In my short professional life as a novelist you need all the help and guidance you can get and again I have been singularly blessed. Therefore I want to publicly thank the lady who is my excellent and ever encouraging literary agent, editor and friend, Jenny Stanley-Clarke.
Without this reading like an award acceptance speech I also want to pay tribute to my remarkable parents who are both long since together in the after life. Lily and Michael Klinger were truly wonderful people and he was one of our finest film producers.
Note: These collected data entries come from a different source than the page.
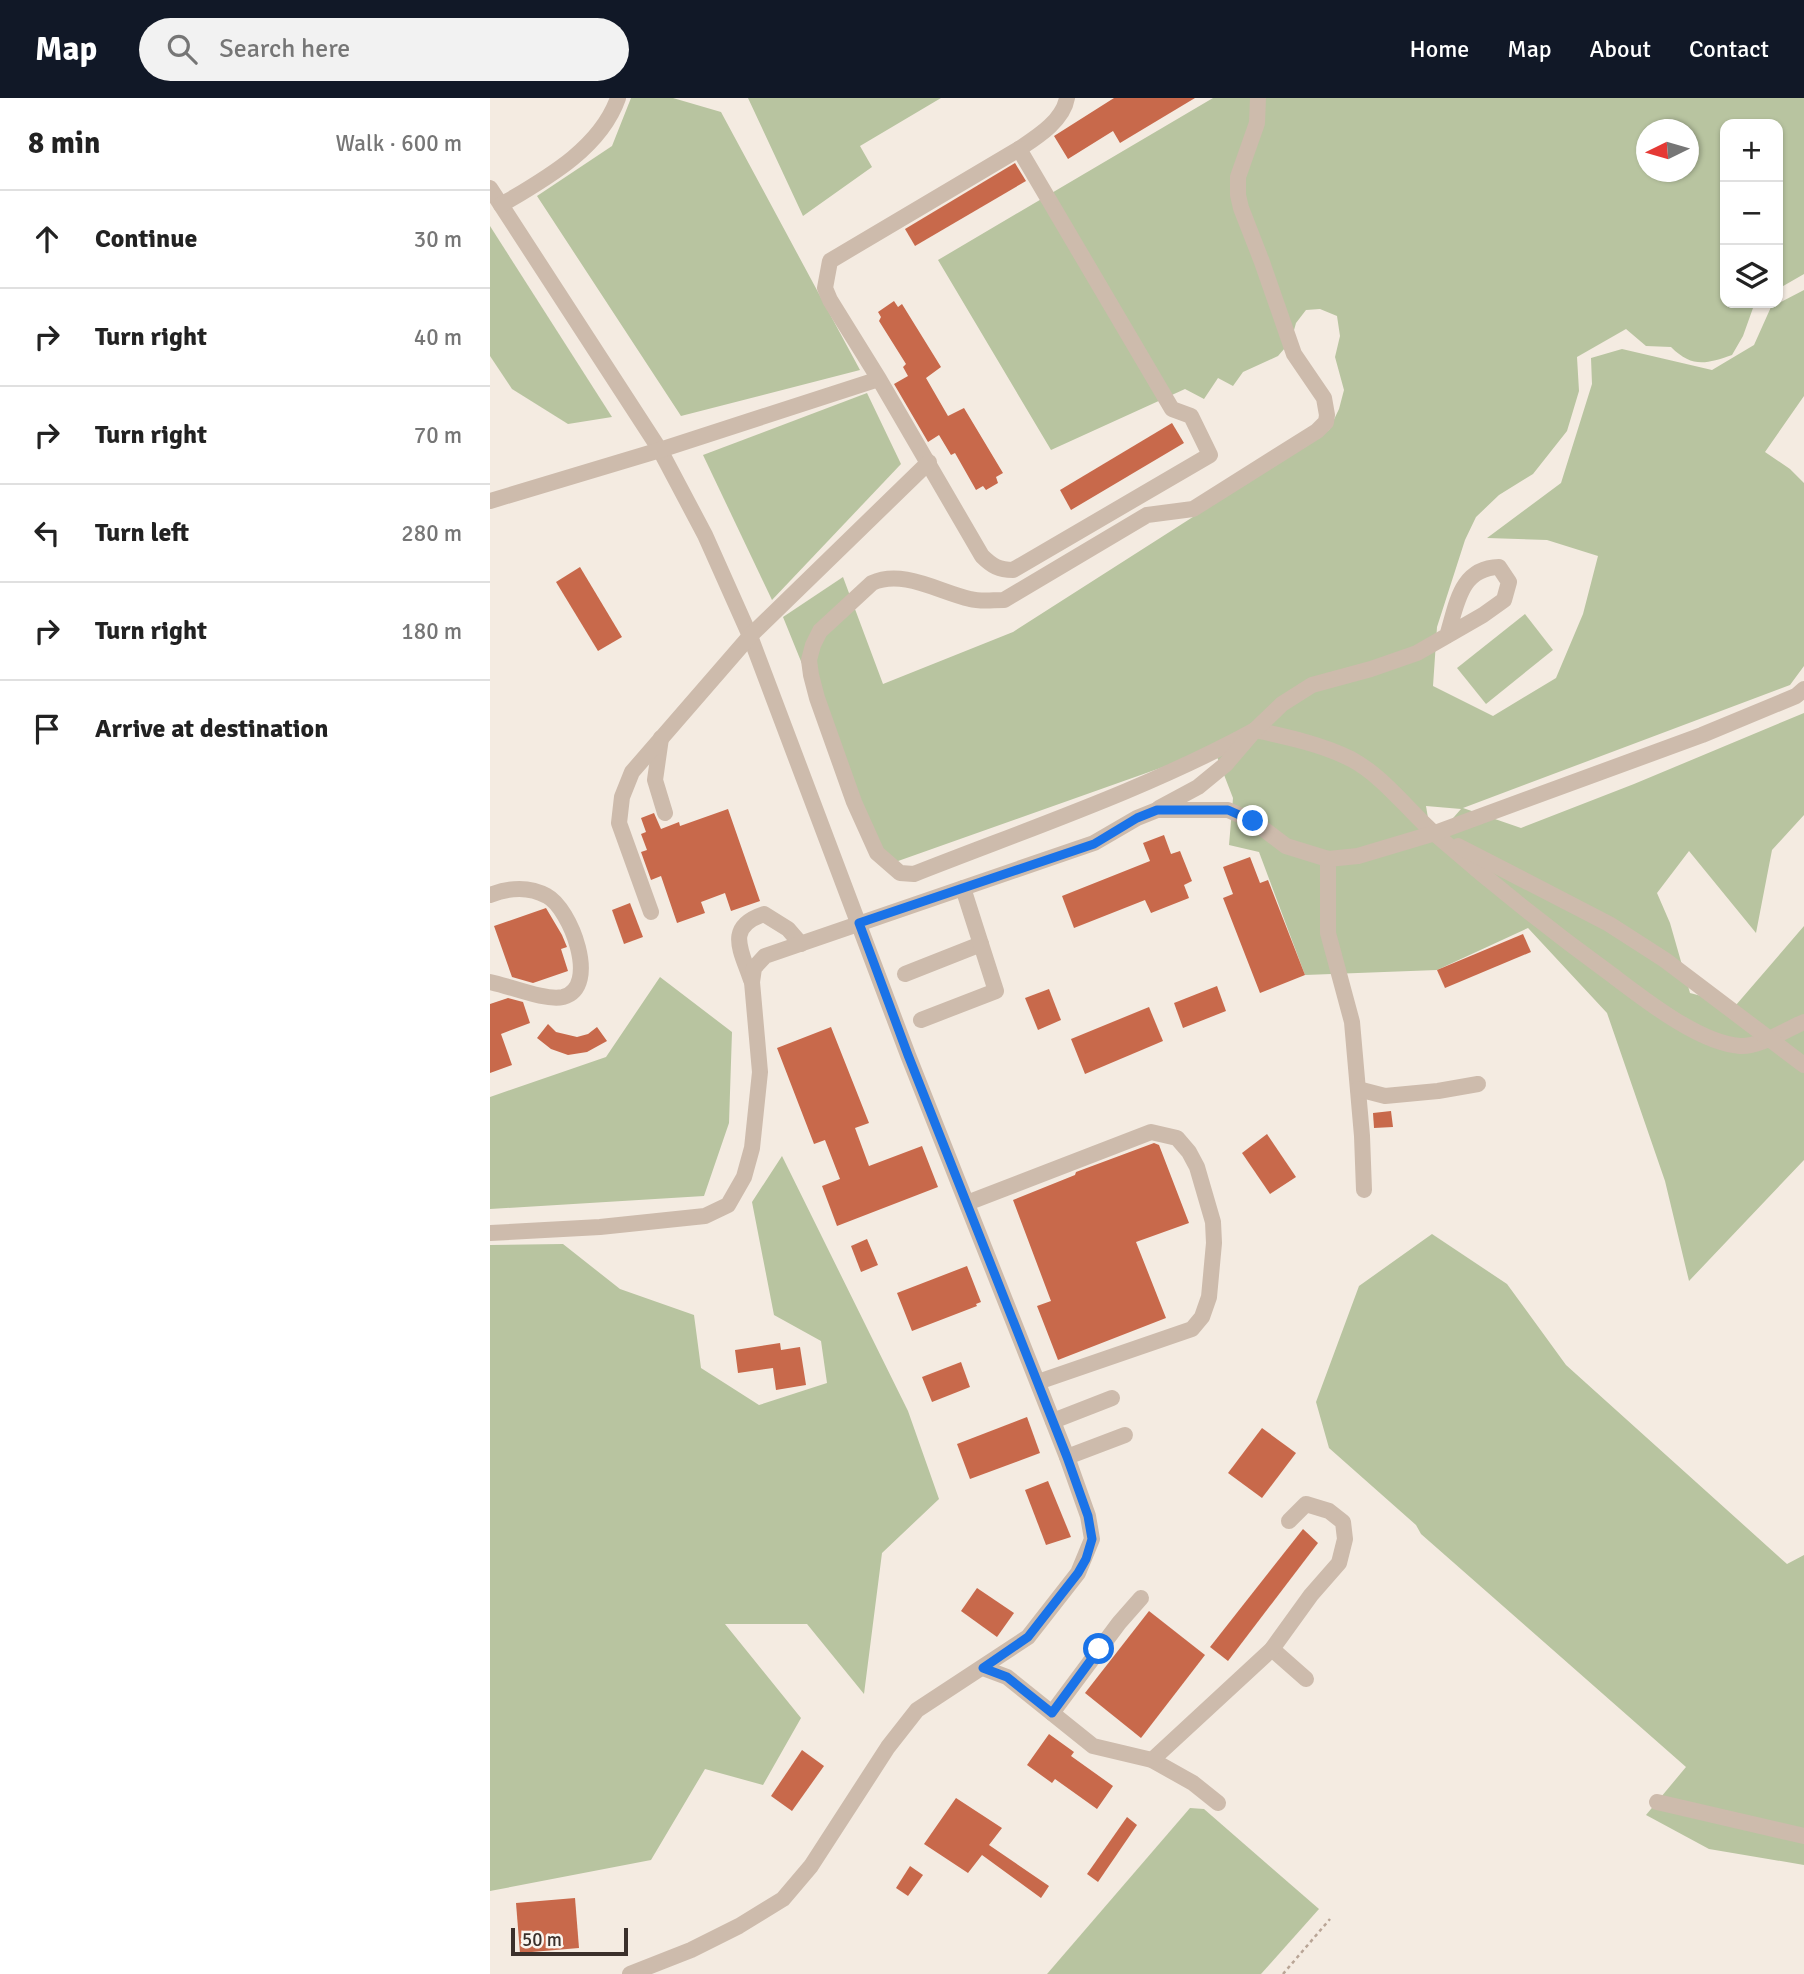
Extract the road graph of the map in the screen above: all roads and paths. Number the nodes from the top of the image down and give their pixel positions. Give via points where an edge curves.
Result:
1 (618, 98) edge
2 (1067, 98) edge
3 (1258, 98) edge
4 (1019, 149) junction
5 (490, 188) edge
6 (501, 205) junction
7 (879, 379) junction
8 (660, 450) junction
9 (929, 462) junction
10 (490, 501) edge
11 (750, 636) junction
12 (1447, 636) junction
13 (1804, 689) edge
14 (1255, 730) junction
15 (661, 738) junction
16 (1157, 810) junction
17 (665, 813) dead end
18 (1435, 833) junction
19 (1328, 859) junction
20 (963, 888) junction
21 (490, 895) edge
22 (651, 912) dead end
23 (859, 923) junction
24 (788, 929) junction
25 (801, 944) junction
26 (981, 944) junction
27 (782, 951) junction
28 (742, 952) junction
29 (760, 962) junction
30 (905, 974) dead end
31 (490, 982) edge
32 (752, 982) junction
33 (921, 1020) dead end
34 (1804, 1022) edge
35 (1768, 1038) junction
36 (1804, 1065) edge
37 (1478, 1084) dead end
38 (1358, 1089) junction
39 (1364, 1190) dead end
40 (967, 1203) junction
41 (490, 1233) edge
42 (1038, 1382) junction
43 (1112, 1398) dead end
44 (1053, 1421) junction
45 (1125, 1435) dead end
46 (1067, 1457) junction
47 (1289, 1521) dead end
48 (1141, 1598) dead end
49 (1272, 1650) junction
50 (983, 1668) junction
51 (1306, 1679) dead end
52 (1052, 1713) junction
53 (1152, 1760) junction
54 (1657, 1802) dead end
55 (1218, 1803) dead end
56 (1804, 1836) edge
57 (1330, 1919) dead end
58 (631, 1974) edge
59 (1283, 1974) edge

1 - 6 lane via 585,148
2 - 4 lane via 1045,132
3 - 14 lane via 1257,123 1238,177 1241,208 1294,354 1324,398 1326,422 1193,509 1147,514 1004,600 969,599 903,579 872,583 820,631 810,660 817,698 854,802 877,853 900,873 914,874 1162,776
4 - 7 lane via 830,261 825,288
4 - 9 lane via 1172,409 1191,416 1210,455 1013,570 1002,570 982,556
5 - 6 lane
6 - 8 lane
7 - 8 lane
7 - 9 lane
8 - 10 lane
8 - 11 lane
9 - 11 lane
11 - 15 lane
11 - 23 lane
12 - 12 lane via 1504,600 1509,582 1499,567 1484,568 1468,580
12 - 14 lane via 1417,653 1312,685 1282,704
13 - 18 lane via 1702,735
14 - 16 lane via 1226,764 1198,787
14 - 18 lane via 1323,747 1352,760 1378,778
15 - 17 lane via 655,780
15 - 22 lane via 632,772 622,797 619,823
16 - 19 lane via 1228,810 1253,821 1286,846
16 - 20 lane via 1094,844
18 - 19 lane via 1358,856
18 - 35 lane via 1609,924
18 - 35 lane via 1533,917 1674,1020 1733,1045
19 - 38 lane via 1328,933 1352,1022
20 - 23 lane
20 - 26 lane
21 - 31 lane via 524,889 549,897 563,913 581,963 575,990 564,996 542,997
23 - 25 lane
23 - 40 lane
24 - 25 lane
24 - 27 lane
24 - 28 lane via 764,914 750,919 740,929
25 - 27 lane
26 - 30 lane
26 - 33 lane via 996,991
27 - 29 lane
28 - 29 lane
28 - 32 lane
29 - 32 lane
32 - 41 lane via 760,1072 752,1148 744,1177 728,1205 705,1216
34 - 35 lane
35 - 36 lane
37 - 38 lane via 1385,1096
38 - 39 lane
40 - 42 lane
40 - 42 lane via 1151,1132 1177,1138 1197,1167 1213,1222 1214,1243 1209,1297 1202,1317 1192,1329
42 - 44 lane
43 - 44 lane
44 - 46 lane
45 - 46 lane
46 - 50 lane via 1088,1516 1092,1539 1086,1559 1028,1637
47 - 49 lane via 1306,1504 1329,1511 1343,1522 1345,1539 1339,1563
48 - 52 lane
49 - 51 lane
49 - 53 lane
50 - 52 lane via 1007,1677
50 - 58 lane via 917,1710 888,1746 811,1866 783,1899 691,1950
52 - 53 lane via 1093,1746
53 - 55 lane
54 - 56 lane
57 - 59 path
Many years ago, when I was seventeen my then agent, the late and lamented Greg Smith, told me I should be a novelist but I persisted with my career as a film maker. To prove his point he took one of my story outlines and procured an offer for me to write that story as my first book. I rather arrogantly and very stupidly turned down the very generous offer. I have enjoyed a successful and productive career making films and in academia but oh how right Greg was since I now know that I was meant to be a story teller. I live to write but life if full of mysterious circles and right now I am preparing that story as a film and as the book I should have written so long ago.



Dedication
To all my family, friends and those that made this book possible. I love and thank you and appreciate your enormous patience and trust in me.
In the land of the blind, the one eyed man is king. Or put more beautifully and, I think hopefully, as the French poet Paul Claudel wrote: “For the flight of a single butterfly the entire sky is needed.”
Tony Klinger
Northampton, England, 2013



Prologue
Nuremberg, Germany
1935
I’m not normally a pessimist but my situation is very bad, even by my standards. I am in a green walled interrogation room deep in the bowels of the Nuremberg Gestapo Headquarters. It is a lonely, intimidating place when you’ve been sitting, tied by tight ropes to a solitary wooden chair for what seems like an eternity. The room is damp, cold and I am very scared.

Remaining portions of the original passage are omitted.